Sukses

Fahri PKS: 12 Tahun UU KPK, Hampir Semua Pimpinan Jadi Tersangka

Menurut Fahri, kelonggaran pengawasan inilah yang memicu terjadinya penyalahgunaan wewenang di KPK.

Liputan6.com, Jakarta - Rancangan Undang-Undang atas perubahan UU Nomor 30 Tahun 2002 tentang Komisi Pemberantasan Korupsi (KPK), resmi masuk prioritas Program Legislasi Nasional (Prolegnas) 2015. RUU ini menggeser RUU atas perubahan UU Nomor 33 Tahun 2004 tentang Penyimpanan Keuangan Pusat dan Daerah, yang akan dimasukkan ke Prolegnas berikutnya.

Wakil Ketua DPR Fahri Hamzah mengatakan, salah satu poin penting yang perlu dikoreksi dalam UU KPK adalah longgarnya pengawasan terhadap kinerja penyidik maupun pimpinan KPK. Menurut Fahri, kelonggaran pengawasan inilah yang memicu terjadinya penyalahgunaan wewenang.

"Problem di KPK adalah UU KPK Nomor 30 tahun 2002. Usia UU ini sudah 12 tahun.

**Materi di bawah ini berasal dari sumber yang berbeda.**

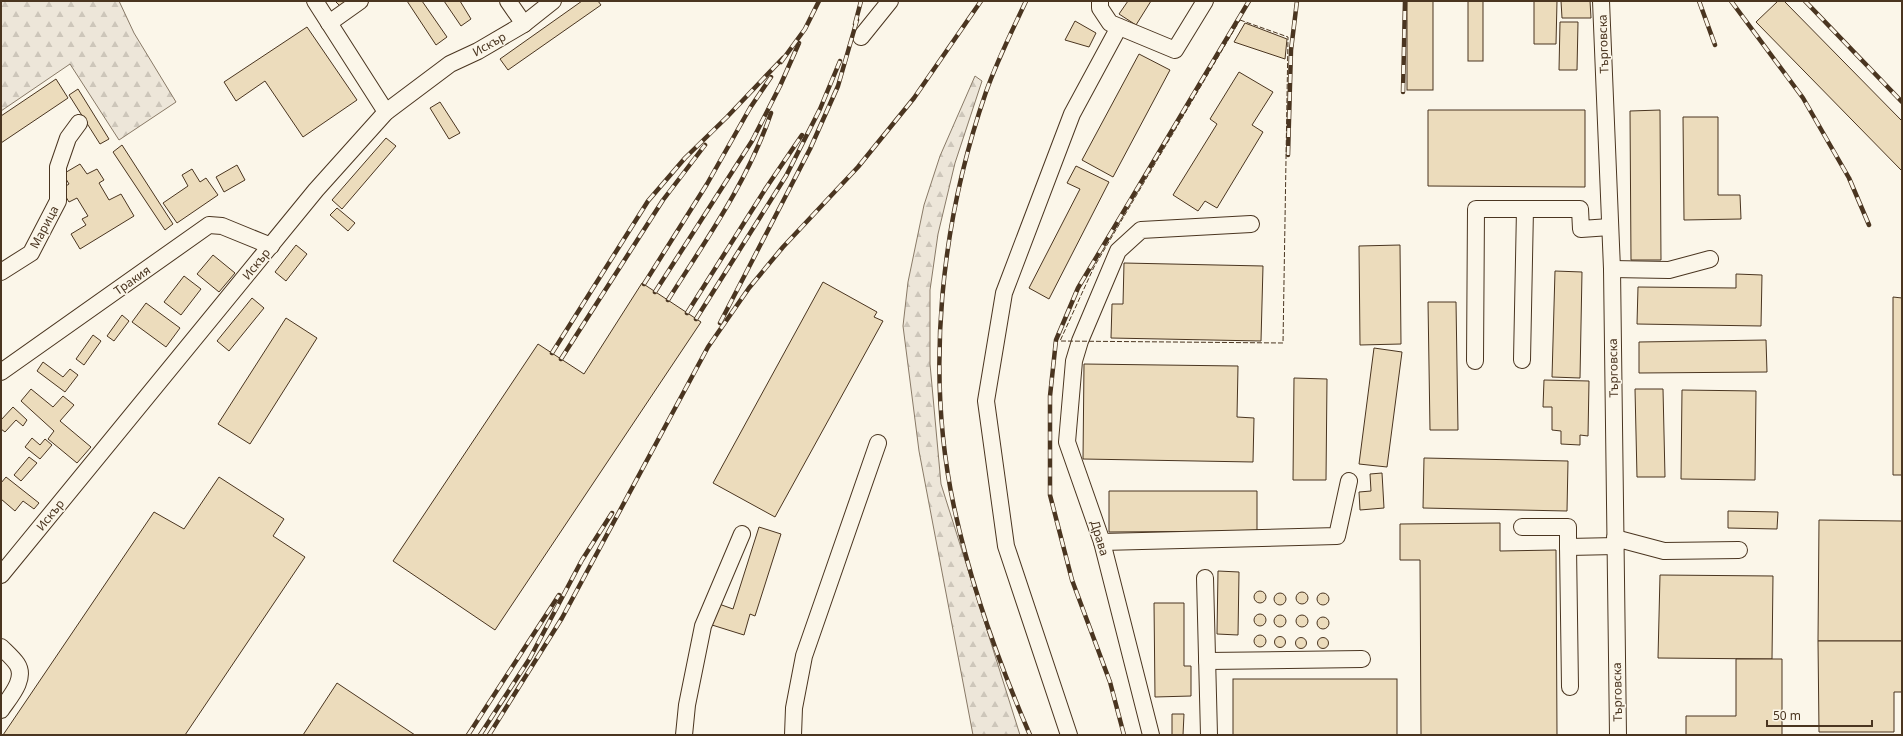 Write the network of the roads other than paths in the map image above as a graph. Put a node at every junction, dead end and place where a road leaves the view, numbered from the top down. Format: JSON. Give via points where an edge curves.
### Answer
{"nodes":[{"id":1,"x":315,"y":1,"type":"edge"},
{"id":2,"x":360,"y":1,"type":"edge"},
{"id":3,"x":508,"y":1,"type":"edge"},
{"id":4,"x":553,"y":1,"type":"edge"},
{"id":5,"x":890,"y":1,"type":"edge"},
{"id":6,"x":1100,"y":1,"type":"edge"},
{"id":7,"x":1205,"y":1,"type":"edge"},
{"id":8,"x":1601,"y":1,"type":"edge"},
{"id":9,"x":329,"y":23,"type":"junction"},
{"id":10,"x":524,"y":24,"type":"junction"},
{"id":11,"x":1119,"y":27,"type":"junction"},
{"id":12,"x":861,"y":37,"type":"dead end"},
{"id":13,"x":386,"y":112,"type":"junction"},
{"id":14,"x":79,"y":123,"type":"dead end"},
{"id":15,"x":1525,"y":209,"type":"junction"},
{"id":16,"x":1251,"y":224,"type":"dead end"},
{"id":17,"x":1610,"y":227,"type":"junction"},
{"id":18,"x":271,"y":246,"type":"junction"},
{"id":19,"x":1710,"y":260,"type":"dead end"},
{"id":20,"x":1612,"y":269,"type":"junction"},
{"id":21,"x":1,"y":272,"type":"edge"},
{"id":22,"x":1522,"y":360,"type":"dead end"},
{"id":23,"x":1475,"y":361,"type":"dead end"},
{"id":24,"x":1,"y":372,"type":"edge"},
{"id":25,"x":878,"y":443,"type":"dead end"},
{"id":26,"x":1349,"y":481,"type":"dead end"},
{"id":27,"x":1522,"y":527,"type":"dead end"},
{"id":28,"x":742,"y":534,"type":"dead end"},
{"id":29,"x":1102,"y":542,"type":"junction"},
{"id":30,"x":1616,"y":542,"type":"junction"},
{"id":31,"x":1568,"y":547,"type":"junction"},
{"id":32,"x":1739,"y":550,"type":"dead end"},
{"id":33,"x":1,"y":575,"type":"edge"},
{"id":34,"x":1205,"y":578,"type":"dead end"},
{"id":35,"x":1,"y":647,"type":"edge"},
{"id":36,"x":1362,"y":659,"type":"dead end"},
{"id":37,"x":1207,"y":661,"type":"junction"},
{"id":38,"x":1570,"y":687,"type":"dead end"},
{"id":39,"x":1,"y":710,"type":"edge"},
{"id":40,"x":684,"y":735,"type":"edge"},
{"id":41,"x":793,"y":735,"type":"edge"},
{"id":42,"x":1069,"y":735,"type":"edge"},
{"id":43,"x":1151,"y":735,"type":"edge"},
{"id":44,"x":1209,"y":735,"type":"edge"},
{"id":45,"x":1618,"y":735,"type":"edge"}],
"edges":[{"from":1,"to":9,"type":"street"},
{"from":2,"to":9,"type":"street"},
{"from":3,"to":10,"type":"street"},
{"from":4,"to":10,"type":"street","name":"Искър"},
{"from":5,"to":12,"type":"street"},
{"from":6,"to":11,"type":"street","via":[[1100,8],[1110,23]]},
{"from":7,"to":11,"type":"street","via":[[1175,50]]},
{"from":8,"to":17,"type":"street","name":"Търговска"},
{"from":9,"to":13,"type":"street"},
{"from":10,"to":13,"type":"street","name":"Искър","via":[[478,52],[450,64]]},
{"from":11,"to":42,"type":"street","via":[[1072,114],[1004,293],[986,401],[1006,546]]},
{"from":13,"to":18,"type":"street","name":"Искър","via":[[316,190]]},
{"from":14,"to":21,"type":"street","name":"Марица","via":[[68,138],[58,167],[58,201],[31,253]]},
{"from":15,"to":17,"type":"street","via":[[1580,209],[1581,229]]},
{"from":15,"to":22,"type":"street"},
{"from":15,"to":23,"type":"street","via":[[1476,209]]},
{"from":16,"to":29,"type":"street","name":"Драва","via":[[1141,230],[1118,251],[1074,361],[1067,442]]},
{"from":17,"to":20,"type":"street","name":"Търговска"},
{"from":18,"to":24,"type":"street","name":"Тракия","via":[[222,226],[209,225]]},
{"from":18,"to":33,"type":"street","name":"Искър"},
{"from":19,"to":20,"type":"street","via":[[1669,270]]},
{"from":20,"to":30,"type":"street","name":"Търговска"},
{"from":25,"to":41,"type":"street","via":[[804,656],[794,708]]},
{"from":26,"to":29,"type":"street","via":[[1337,536]]},
{"from":27,"to":31,"type":"street","via":[[1568,527]]},
{"from":28,"to":40,"type":"street","via":[[702,626]]},
{"from":29,"to":43,"type":"street","name":"Драва"},
{"from":30,"to":31,"type":"street"},
{"from":30,"to":32,"type":"street","via":[[1664,551]]},
{"from":30,"to":45,"type":"street","name":"Търговска"},
{"from":31,"to":38,"type":"street"},
{"from":34,"to":37,"type":"street"},
{"from":35,"to":39,"type":"street","via":[[17,664],[20,672],[18,683]]},
{"from":36,"to":37,"type":"street"},
{"from":37,"to":44,"type":"street"}]}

Setelah 12 tahun, hampir semua pimpinan KPK menjadi tersangka," kata Fahri di Gedung DPR, Jakarta, Rabu (24/6/2015).

Fahri juga mengkritik 'perseteruan' antara KPK, Polri, dan Kejaksaan Agung yang selama ini dipertontonkan kepada publik.

Padahal ketiganya, ujar politisi PKS itu, adalah lembaga penegak hukum. Di saat bersamaan, ada kelompok masyarakat sipil menganggap perseteruan dan revisi UU KPK sebagai bentuk pelemahan lembaga pemberantasan korupsi itu.

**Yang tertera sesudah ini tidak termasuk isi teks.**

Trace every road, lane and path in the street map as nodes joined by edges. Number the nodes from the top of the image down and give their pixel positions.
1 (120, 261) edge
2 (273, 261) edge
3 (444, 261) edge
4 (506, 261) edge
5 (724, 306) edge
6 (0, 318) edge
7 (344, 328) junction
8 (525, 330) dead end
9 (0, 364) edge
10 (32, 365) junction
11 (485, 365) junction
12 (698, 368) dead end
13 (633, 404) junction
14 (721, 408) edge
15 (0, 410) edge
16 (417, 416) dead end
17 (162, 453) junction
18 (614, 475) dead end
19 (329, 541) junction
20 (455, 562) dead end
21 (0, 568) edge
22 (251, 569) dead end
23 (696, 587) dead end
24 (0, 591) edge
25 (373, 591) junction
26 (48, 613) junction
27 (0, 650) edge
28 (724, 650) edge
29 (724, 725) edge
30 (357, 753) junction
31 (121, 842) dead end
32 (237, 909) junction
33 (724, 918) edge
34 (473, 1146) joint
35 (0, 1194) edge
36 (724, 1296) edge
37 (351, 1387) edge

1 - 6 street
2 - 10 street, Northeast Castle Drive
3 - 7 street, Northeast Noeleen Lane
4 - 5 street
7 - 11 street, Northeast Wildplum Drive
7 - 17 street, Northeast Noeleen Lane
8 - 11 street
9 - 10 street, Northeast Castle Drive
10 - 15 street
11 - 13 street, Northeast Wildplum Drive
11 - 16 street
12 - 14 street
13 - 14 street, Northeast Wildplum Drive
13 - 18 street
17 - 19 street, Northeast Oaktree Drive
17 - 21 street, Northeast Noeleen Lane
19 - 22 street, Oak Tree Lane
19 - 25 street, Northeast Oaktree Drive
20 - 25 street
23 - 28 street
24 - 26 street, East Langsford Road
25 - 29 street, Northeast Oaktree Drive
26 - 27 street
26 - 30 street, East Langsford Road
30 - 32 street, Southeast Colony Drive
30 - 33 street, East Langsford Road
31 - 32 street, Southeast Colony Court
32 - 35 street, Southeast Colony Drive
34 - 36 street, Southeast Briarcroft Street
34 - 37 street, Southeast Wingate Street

‎Fahri menegaskan, ada beberapa kinerja KPK yang harus dievaluasi. Di antaranya, kalah dalam praperadilan yang diajukan oleh orang-orang yang ditetapkan jadi tersangka oleh KPK.

"Kami pernah mendapatkan info atas dasar kasus yang tidak layak (kalah di praperadilan), karena KPK tidak punya wewenang SP3 (Surat Penghentian Proses Penyidikan), maka kasus tersebut dilayakkan. Cuma selama ini jarang ada yang melawan. Dalam kondisi semacam ini, masa kita tidak menyadari perlunya koreksi," papar Fahri.

Jokowi Tolak Revisi?

Terkait revisi UU KPK ini, anggota Komisi III DPR Aboebakar Alhabsyi, mengatakan yakin Presiden Joko Widodo akan menerimanya. Walaupun sebelumnya Presiden Jokowi menegaskan menolak revisi undang-undang tersebut.

"Saya enggak yakin Presiden tolak revisi, ujungnya akan menerima," kata Aboebakar.

Keyakinan tersebut, kata politisi PKS ini, karena Presiden Jokowi membutuhkan masukan dari berbagai pihak terkait rencana tersebut. "Enggak cukup satu (masukan), karena di beberapa hal tidak konsisten," ujar dia.

Aboebakar menambahkan, DPR harus memberikan penjelasan dan masukan ke Jokowi tentang rencana revisi UU KPK. "Kalau ada masukan, bisa beri ke Presiden. Parlemen harus sering beri masukan pada Presiden," tandas Aboebakar. (Sun/Mut)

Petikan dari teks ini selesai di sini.